Annual Dr. Raymond C. Grandon Lecture

The Dr. Raymond C. Grandon Lecture is an annual endowed lecture that commemorates and honors the legacy of Dr. Grandon who was a lifelong Pennsylvanian who earned his medical degree from Jefferson Medical College in 1945. He completed a nine month general internship at St. Luke's Hospital in Bethlehem, Pennsylvania, served in the United States Army and completed a residency in internal medicine at the Harrisburg Hospital in Harrisburg Pennsylvania. Dr. Grandon subsequently entered private practice as a solo practitioner.

An internist with a special interest in cardiovascular disease, Dr. Grandon was responsible for the first televised heart operation in the United States. He was a clinical investigator in cardioactive drugs, the first of which was reserpine for hypertension. Dr. Grandon also helped to coordinate the nation's first commercially successful cardiac rehabilitation program utilizing graded exercise with continuous oscilloscope monitoring.

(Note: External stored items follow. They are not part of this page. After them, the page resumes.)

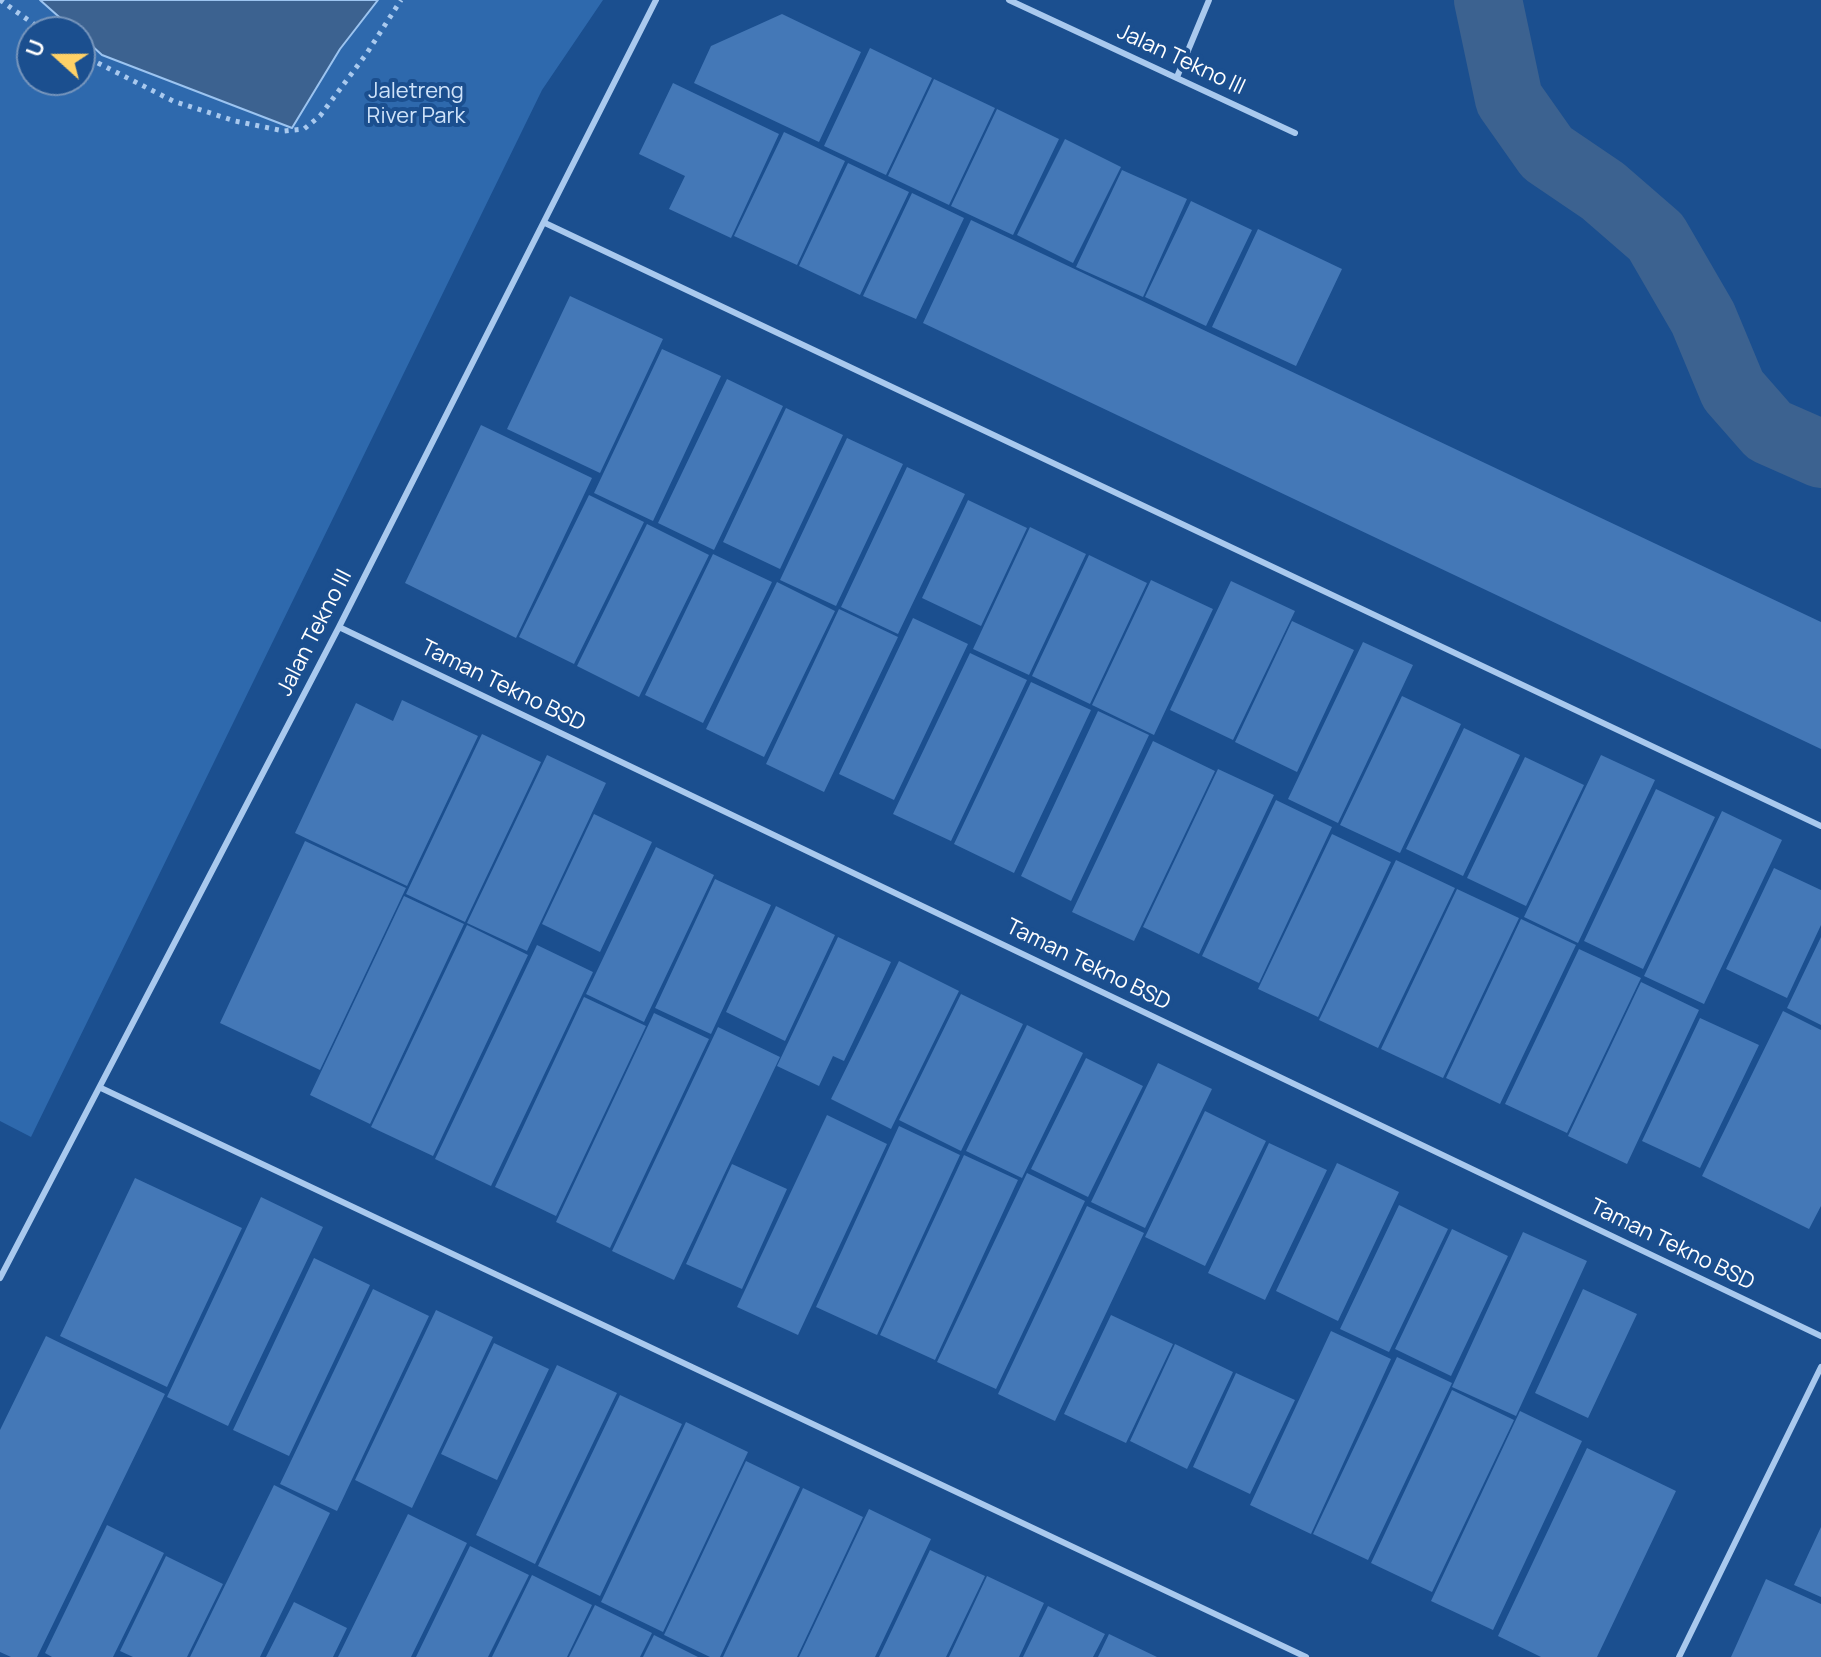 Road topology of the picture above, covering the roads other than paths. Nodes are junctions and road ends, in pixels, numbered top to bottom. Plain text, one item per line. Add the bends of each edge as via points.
1 (656, 0) edge
2 (1009, 0) edge
3 (1209, 0) edge
4 (1177, 77) junction
5 (1295, 133) dead end
6 (545, 223) junction
7 (339, 627) junction
8 (1821, 826) edge
9 (101, 1088) junction
10 (0, 1278) edge
11 (1821, 1336) edge
12 (1821, 1367) edge
13 (1306, 1657) edge
14 (1679, 1657) edge

1 - 6 lane, Jalan Tekno III
2 - 4 lane, Jalan Tekno III
3 - 4 lane
4 - 5 lane, Jalan Tekno III
6 - 7 lane, Jalan Tekno III
6 - 8 lane
7 - 9 lane, Jalan Tekno III
7 - 11 lane, Taman Tekno BSD
9 - 10 lane, Jalan Tekno III
9 - 13 lane
12 - 14 lane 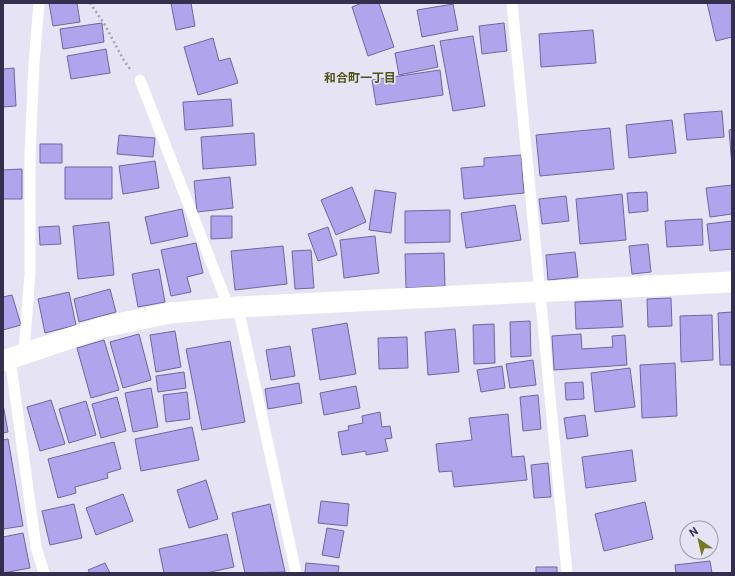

Long active in voluntary medical and community organizations, Dr. Grandon was also involved with medical issues at the state level; as a member of the Governor's Commission on Alcoholism; as the first Medical Director of the Pennsylvania Health Department's Counseling Center on Alcoholism; as a member of the State Board of Medical Education and Licensure; and as a member of the Health Department's Laboratory Advisory General's Advisory Committee and the Attorney General's Advisory Committee on Drug and Alcohol Problems. At the national level, he served as a committee member of the Federation of State Medical Licensing Boards, and as a Delegate and Trustee of the American Society of Internal Medicine. 

After 65 years of practice serving patients in Central Pennsylvannia, Dr. Grandon retired on December 31, 2015. He passed away on December 9, 2018 at Pinnacle Health Harrisburg Hospital at the age of 99. He was surrounded by his loving family at the time.